*What you need to do*
Determine which lines of the records include the word "down", and copy them.

*Material for this task*
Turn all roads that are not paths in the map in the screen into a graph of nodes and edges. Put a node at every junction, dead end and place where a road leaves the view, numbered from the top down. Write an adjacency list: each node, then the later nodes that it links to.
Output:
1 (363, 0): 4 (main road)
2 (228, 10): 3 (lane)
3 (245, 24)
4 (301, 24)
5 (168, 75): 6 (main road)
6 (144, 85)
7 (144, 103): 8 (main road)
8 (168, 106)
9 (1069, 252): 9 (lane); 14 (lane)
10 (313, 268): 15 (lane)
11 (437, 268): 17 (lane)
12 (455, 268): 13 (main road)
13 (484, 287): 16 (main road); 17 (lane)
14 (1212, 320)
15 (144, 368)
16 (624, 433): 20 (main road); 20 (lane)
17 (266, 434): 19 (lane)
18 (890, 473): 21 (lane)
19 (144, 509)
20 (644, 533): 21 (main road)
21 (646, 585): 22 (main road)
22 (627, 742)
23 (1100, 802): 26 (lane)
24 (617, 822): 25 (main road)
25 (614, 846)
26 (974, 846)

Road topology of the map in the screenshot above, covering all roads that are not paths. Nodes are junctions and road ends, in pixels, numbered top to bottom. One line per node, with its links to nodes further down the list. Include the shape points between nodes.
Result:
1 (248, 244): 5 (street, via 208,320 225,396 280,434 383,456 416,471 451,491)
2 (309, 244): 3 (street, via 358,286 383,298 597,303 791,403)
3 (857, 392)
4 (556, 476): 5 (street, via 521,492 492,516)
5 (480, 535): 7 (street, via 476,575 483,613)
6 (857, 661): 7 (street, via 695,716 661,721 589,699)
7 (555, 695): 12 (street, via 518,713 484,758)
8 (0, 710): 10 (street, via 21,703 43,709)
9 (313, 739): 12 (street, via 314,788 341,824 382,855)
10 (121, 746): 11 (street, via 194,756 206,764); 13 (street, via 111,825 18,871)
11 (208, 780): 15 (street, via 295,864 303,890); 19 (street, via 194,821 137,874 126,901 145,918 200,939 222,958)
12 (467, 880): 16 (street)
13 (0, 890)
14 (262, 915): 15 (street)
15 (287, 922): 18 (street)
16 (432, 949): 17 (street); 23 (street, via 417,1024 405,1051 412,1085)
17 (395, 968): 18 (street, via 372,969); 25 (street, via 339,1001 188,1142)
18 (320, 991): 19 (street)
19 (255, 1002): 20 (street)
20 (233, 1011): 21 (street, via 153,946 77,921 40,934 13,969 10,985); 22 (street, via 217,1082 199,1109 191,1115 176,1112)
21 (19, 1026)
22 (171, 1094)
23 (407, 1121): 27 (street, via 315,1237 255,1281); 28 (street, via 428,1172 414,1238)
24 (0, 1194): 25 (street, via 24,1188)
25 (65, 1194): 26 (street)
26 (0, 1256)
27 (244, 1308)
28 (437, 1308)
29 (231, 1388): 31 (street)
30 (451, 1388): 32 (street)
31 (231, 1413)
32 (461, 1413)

*Response to this exercise*
Turn all roads that are not paths in the map in the screen into a graph of nodes and edges. Put a node at every junction, dead end and place where a road leaves the view, numbered from the top down. Write an adjacency list: each node, then the later nodes that it links to.
Road topology of the map in the screenshot above, covering all roads that are not paths. Nodes are junctions and road ends, in pixels, numbered top to bottom. One line per node, with its links to nodes further down the list. Include the shape points between nodes.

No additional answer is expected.